● **Work task**
Repeat every line below exactly as it reads.

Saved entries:
********************

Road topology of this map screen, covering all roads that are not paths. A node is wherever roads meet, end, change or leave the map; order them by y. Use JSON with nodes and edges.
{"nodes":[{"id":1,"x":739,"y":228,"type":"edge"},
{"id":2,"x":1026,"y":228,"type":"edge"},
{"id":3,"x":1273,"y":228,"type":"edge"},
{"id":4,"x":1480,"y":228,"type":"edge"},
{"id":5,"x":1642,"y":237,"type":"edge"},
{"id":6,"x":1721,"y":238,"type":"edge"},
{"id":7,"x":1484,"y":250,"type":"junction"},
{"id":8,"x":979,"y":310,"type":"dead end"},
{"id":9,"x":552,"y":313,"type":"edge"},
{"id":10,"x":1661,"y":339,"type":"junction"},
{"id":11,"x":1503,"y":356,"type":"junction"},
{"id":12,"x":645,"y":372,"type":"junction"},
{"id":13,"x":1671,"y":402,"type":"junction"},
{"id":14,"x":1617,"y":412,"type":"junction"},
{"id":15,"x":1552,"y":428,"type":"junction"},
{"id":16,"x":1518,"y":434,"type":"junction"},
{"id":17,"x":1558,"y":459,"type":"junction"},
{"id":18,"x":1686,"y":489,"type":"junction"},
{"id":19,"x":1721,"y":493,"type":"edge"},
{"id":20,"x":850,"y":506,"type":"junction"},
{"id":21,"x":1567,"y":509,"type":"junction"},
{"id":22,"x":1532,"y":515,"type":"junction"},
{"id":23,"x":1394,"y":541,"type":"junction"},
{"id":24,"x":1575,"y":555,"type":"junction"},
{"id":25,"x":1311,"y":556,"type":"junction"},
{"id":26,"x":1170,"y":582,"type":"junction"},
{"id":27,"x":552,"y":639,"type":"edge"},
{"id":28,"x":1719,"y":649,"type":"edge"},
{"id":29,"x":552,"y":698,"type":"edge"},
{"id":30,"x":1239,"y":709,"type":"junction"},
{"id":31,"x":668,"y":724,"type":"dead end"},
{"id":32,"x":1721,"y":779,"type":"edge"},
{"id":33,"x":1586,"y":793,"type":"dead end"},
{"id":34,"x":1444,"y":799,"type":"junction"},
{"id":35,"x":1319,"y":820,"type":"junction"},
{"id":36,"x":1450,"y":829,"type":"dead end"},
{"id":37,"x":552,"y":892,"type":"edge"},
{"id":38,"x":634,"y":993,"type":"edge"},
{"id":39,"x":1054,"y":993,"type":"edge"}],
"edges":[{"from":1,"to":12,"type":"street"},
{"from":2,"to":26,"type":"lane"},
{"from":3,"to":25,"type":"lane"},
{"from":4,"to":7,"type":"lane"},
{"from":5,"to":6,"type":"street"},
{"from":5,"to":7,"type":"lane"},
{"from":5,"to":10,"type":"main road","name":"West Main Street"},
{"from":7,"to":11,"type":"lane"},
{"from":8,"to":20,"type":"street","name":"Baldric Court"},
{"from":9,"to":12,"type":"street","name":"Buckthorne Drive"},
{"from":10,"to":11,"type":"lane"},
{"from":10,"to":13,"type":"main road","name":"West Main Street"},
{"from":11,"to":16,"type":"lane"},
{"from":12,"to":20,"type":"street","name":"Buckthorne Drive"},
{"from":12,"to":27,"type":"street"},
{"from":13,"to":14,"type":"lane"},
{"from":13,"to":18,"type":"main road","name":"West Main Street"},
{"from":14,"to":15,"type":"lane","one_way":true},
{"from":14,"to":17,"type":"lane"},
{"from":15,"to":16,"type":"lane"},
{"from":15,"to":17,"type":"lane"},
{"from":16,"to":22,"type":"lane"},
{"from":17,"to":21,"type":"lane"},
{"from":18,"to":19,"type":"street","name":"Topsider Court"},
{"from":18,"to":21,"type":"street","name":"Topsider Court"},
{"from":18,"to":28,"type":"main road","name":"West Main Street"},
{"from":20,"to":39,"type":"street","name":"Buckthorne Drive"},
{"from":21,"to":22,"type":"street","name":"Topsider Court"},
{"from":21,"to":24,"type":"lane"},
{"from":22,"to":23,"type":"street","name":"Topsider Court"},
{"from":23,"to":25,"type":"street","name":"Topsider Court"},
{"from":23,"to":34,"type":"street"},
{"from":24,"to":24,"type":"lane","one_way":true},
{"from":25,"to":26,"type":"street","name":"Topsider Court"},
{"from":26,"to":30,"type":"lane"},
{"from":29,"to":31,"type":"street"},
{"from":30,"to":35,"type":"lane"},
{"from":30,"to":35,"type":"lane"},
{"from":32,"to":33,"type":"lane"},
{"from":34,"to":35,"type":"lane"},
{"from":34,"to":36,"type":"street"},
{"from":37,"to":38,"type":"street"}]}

********************

● **Task answer**
Road topology of this map screen, covering all roads that are not paths. A node is wherever roads meet, end, change or leave the map; order them by y. Use JSON with nodes and edges.
{"nodes":[{"id":1,"x":739,"y":228,"type":"edge"},
{"id":2,"x":1026,"y":228,"type":"edge"},
{"id":3,"x":1273,"y":228,"type":"edge"},
{"id":4,"x":1480,"y":228,"type":"edge"},
{"id":5,"x":1642,"y":237,"type":"edge"},
{"id":6,"x":1721,"y":238,"type":"edge"},
{"id":7,"x":1484,"y":250,"type":"junction"},
{"id":8,"x":979,"y":310,"type":"dead end"},
{"id":9,"x":552,"y":313,"type":"edge"},
{"id":10,"x":1661,"y":339,"type":"junction"},
{"id":11,"x":1503,"y":356,"type":"junction"},
{"id":12,"x":645,"y":372,"type":"junction"},
{"id":13,"x":1671,"y":402,"type":"junction"},
{"id":14,"x":1617,"y":412,"type":"junction"},
{"id":15,"x":1552,"y":428,"type":"junction"},
{"id":16,"x":1518,"y":434,"type":"junction"},
{"id":17,"x":1558,"y":459,"type":"junction"},
{"id":18,"x":1686,"y":489,"type":"junction"},
{"id":19,"x":1721,"y":493,"type":"edge"},
{"id":20,"x":850,"y":506,"type":"junction"},
{"id":21,"x":1567,"y":509,"type":"junction"},
{"id":22,"x":1532,"y":515,"type":"junction"},
{"id":23,"x":1394,"y":541,"type":"junction"},
{"id":24,"x":1575,"y":555,"type":"junction"},
{"id":25,"x":1311,"y":556,"type":"junction"},
{"id":26,"x":1170,"y":582,"type":"junction"},
{"id":27,"x":552,"y":639,"type":"edge"},
{"id":28,"x":1719,"y":649,"type":"edge"},
{"id":29,"x":552,"y":698,"type":"edge"},
{"id":30,"x":1239,"y":709,"type":"junction"},
{"id":31,"x":668,"y":724,"type":"dead end"},
{"id":32,"x":1721,"y":779,"type":"edge"},
{"id":33,"x":1586,"y":793,"type":"dead end"},
{"id":34,"x":1444,"y":799,"type":"junction"},
{"id":35,"x":1319,"y":820,"type":"junction"},
{"id":36,"x":1450,"y":829,"type":"dead end"},
{"id":37,"x":552,"y":892,"type":"edge"},
{"id":38,"x":634,"y":993,"type":"edge"},
{"id":39,"x":1054,"y":993,"type":"edge"}],
"edges":[{"from":1,"to":12,"type":"street"},
{"from":2,"to":26,"type":"lane"},
{"from":3,"to":25,"type":"lane"},
{"from":4,"to":7,"type":"lane"},
{"from":5,"to":6,"type":"street"},
{"from":5,"to":7,"type":"lane"},
{"from":5,"to":10,"type":"main road","name":"West Main Street"},
{"from":7,"to":11,"type":"lane"},
{"from":8,"to":20,"type":"street","name":"Baldric Court"},
{"from":9,"to":12,"type":"street","name":"Buckthorne Drive"},
{"from":10,"to":11,"type":"lane"},
{"from":10,"to":13,"type":"main road","name":"West Main Street"},
{"from":11,"to":16,"type":"lane"},
{"from":12,"to":20,"type":"street","name":"Buckthorne Drive"},
{"from":12,"to":27,"type":"street"},
{"from":13,"to":14,"type":"lane"},
{"from":13,"to":18,"type":"main road","name":"West Main Street"},
{"from":14,"to":15,"type":"lane","one_way":true},
{"from":14,"to":17,"type":"lane"},
{"from":15,"to":16,"type":"lane"},
{"from":15,"to":17,"type":"lane"},
{"from":16,"to":22,"type":"lane"},
{"from":17,"to":21,"type":"lane"},
{"from":18,"to":19,"type":"street","name":"Topsider Court"},
{"from":18,"to":21,"type":"street","name":"Topsider Court"},
{"from":18,"to":28,"type":"main road","name":"West Main Street"},
{"from":20,"to":39,"type":"street","name":"Buckthorne Drive"},
{"from":21,"to":22,"type":"street","name":"Topsider Court"},
{"from":21,"to":24,"type":"lane"},
{"from":22,"to":23,"type":"street","name":"Topsider Court"},
{"from":23,"to":25,"type":"street","name":"Topsider Court"},
{"from":23,"to":34,"type":"street"},
{"from":24,"to":24,"type":"lane","one_way":true},
{"from":25,"to":26,"type":"street","name":"Topsider Court"},
{"from":26,"to":30,"type":"lane"},
{"from":29,"to":31,"type":"street"},
{"from":30,"to":35,"type":"lane"},
{"from":30,"to":35,"type":"lane"},
{"from":32,"to":33,"type":"lane"},
{"from":34,"to":35,"type":"lane"},
{"from":34,"to":36,"type":"street"},
{"from":37,"to":38,"type":"street"}]}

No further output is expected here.